Michigan board blocks certification of abortion rights ballot measure, throwing it to the courts

But following Wednesday’s vote, the groups supporting the amendment will have to petition the state’s Supreme Court on whether voters will be able to decide whether abortion remains legal in the swing state.

The board’s GOP members voted against approving the measure for the ballot after the anti-abortion group campaigning against the amendment, Citizens to Support MI Women and Children, argued that spacing and formatting errors in the text circulated to voters for their signatures rendered the effort invalid.

“Nonsense cannot be put into the Michigan constitution,” Eric Doster, the attorney for Citizens to Support MI Women and Children, argued on Wednesday. “Actual words are required.”

Earlier this month, the Bureau of Elections opted not to act on the challenge, saying it concerned an issue outside its purview, which is “whether there are sufficient signatures to warrant certification of the proposal.” But Republicans on the State Board of Canvassers felt otherwise.

“You wouldn’t sign a mortgage that had this kind of mistake in it. You wouldn’t turn in a term paper with this kind of mistake in it,” said the board’s Republican chair, Tony Daunt.

Mary Ellen Gurewitz, the board’s Democratic vice chair, vehemently disagreed.

“While the words are compressed, I think it’s easy to read. And 700,000 people also thought it was easy to read,” she said. “We simply have no authority to reject this petition based on challenges to the content. That is not within our purview.”

The vote throws into limbo whether Michigan will join a growing number of states where voters will determine to what extent abortion remains legal following the fall of Roe v. Wade — with votes scheduled for November in California, Vermont, Kentucky and Montana. Along with a slew of pending court cases and state legislative battles, these ballot initiatives have the potential to remake the country’s abortion access map as the number of states implementing near-total bans has mounted.
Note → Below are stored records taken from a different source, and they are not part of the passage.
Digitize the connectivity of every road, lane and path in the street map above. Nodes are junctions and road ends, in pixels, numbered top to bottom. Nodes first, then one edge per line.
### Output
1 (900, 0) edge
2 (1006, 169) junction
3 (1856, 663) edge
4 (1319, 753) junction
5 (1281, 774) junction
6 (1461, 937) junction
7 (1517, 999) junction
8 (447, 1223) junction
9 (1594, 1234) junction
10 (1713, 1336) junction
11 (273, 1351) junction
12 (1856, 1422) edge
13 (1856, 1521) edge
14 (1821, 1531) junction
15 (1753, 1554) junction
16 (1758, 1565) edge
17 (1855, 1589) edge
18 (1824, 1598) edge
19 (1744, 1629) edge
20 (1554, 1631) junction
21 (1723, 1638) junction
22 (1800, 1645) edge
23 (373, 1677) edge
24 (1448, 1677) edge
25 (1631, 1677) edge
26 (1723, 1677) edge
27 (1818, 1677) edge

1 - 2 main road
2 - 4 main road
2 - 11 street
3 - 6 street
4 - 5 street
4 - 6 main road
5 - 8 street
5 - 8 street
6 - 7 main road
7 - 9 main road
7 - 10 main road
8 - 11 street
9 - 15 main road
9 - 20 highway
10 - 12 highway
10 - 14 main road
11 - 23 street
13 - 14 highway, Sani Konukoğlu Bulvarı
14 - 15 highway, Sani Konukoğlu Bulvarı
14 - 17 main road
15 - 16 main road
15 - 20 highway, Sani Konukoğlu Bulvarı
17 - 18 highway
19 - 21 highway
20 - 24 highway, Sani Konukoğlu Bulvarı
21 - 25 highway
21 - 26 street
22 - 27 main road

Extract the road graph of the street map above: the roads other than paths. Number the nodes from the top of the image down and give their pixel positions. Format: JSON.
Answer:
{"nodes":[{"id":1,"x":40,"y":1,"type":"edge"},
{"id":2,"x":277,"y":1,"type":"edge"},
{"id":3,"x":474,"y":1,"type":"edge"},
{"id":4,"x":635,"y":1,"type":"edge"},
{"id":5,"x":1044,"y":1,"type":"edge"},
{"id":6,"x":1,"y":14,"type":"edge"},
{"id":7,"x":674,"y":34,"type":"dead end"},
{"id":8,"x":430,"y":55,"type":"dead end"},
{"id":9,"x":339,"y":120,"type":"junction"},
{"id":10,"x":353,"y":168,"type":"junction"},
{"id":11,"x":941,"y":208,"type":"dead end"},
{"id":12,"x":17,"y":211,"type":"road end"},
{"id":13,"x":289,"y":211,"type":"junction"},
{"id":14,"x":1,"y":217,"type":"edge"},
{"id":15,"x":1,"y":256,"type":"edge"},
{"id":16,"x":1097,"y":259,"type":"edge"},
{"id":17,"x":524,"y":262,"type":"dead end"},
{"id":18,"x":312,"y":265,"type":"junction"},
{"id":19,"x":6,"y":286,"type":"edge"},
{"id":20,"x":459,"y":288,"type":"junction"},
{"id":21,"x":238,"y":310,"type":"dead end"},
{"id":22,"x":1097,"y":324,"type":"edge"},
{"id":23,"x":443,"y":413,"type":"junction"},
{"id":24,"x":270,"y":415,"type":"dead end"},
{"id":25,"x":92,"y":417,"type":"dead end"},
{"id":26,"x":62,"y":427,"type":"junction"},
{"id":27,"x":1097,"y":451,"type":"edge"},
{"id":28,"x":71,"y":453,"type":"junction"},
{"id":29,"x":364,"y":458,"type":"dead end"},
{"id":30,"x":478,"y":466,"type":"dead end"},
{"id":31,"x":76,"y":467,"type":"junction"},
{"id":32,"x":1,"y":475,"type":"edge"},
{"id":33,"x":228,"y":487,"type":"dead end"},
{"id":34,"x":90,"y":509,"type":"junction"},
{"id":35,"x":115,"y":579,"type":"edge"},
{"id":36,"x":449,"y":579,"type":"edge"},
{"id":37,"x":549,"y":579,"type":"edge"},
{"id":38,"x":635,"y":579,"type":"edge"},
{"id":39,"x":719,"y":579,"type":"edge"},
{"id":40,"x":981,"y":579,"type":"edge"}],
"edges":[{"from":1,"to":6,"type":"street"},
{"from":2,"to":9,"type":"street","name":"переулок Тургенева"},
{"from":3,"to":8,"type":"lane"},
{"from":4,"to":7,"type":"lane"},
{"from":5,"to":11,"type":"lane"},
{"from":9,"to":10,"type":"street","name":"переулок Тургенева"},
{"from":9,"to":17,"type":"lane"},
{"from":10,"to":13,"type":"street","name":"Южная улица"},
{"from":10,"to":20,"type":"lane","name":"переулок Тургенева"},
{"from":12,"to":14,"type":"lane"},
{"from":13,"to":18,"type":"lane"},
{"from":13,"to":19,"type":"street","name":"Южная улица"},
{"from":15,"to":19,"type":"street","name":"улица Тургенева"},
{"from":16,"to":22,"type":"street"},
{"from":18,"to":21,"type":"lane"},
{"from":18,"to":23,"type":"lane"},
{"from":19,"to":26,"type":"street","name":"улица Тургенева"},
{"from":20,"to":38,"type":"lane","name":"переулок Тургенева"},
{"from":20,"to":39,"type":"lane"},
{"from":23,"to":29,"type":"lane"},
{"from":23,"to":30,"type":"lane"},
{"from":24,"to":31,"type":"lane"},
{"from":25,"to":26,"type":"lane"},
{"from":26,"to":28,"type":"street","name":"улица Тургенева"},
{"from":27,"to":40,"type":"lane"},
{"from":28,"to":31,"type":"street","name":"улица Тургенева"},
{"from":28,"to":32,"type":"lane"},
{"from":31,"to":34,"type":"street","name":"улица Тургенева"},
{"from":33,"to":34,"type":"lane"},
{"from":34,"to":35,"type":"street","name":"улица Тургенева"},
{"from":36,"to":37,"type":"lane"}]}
If the measure is ultimately placed on the ballot and Michigan voters approve it, it would insert permanent protections into the state’s constitution not only for abortion but also for other reproductive health services, including miscarriage management, birth control, prenatal care and in-vitro fertilization. It also would stop the state’s 1931 abortion ban from going back into effect should state courts uphold it in two pending cases involving lawsuits by Planned Parenthood and Democratic Gov. Gretchen Whitmer. The ban, which has no exemptions for rape or incest, remains blocked by a lower county court’s preliminary injunction.

Progressive activists in Michigan had planned a ballot initiative for years as they anticipated the fall of Roe v. Wade.

They officially kicked off at the beginning of 2022 — after oral arguments at the Supreme Court convinced many the fall of Roe v. Wade was only a matter of time. While the signature gathering started off slow, interest skyrocketed and tens of thousands of Michiganders volunteered to knock on doors after POLITICO published the draft court opinion overturning Roe at the beginning of May. When the Supreme Court ruling came down at the end of June, their campaign kicked into an even higher gear.

Now, pending court arguments on whether the measure will appear on the ballot at all, both sides are preparing for an intense and expensive campaign between now and November.

Michigan Right to Life has reserved nearly $16 million dollars worth of TV airtime for ads opposing the amendment. Michigan Reproductive Freedom for All is planning to open field offices across the state as early as this weekend and begin knocking on doors on Sept. 9.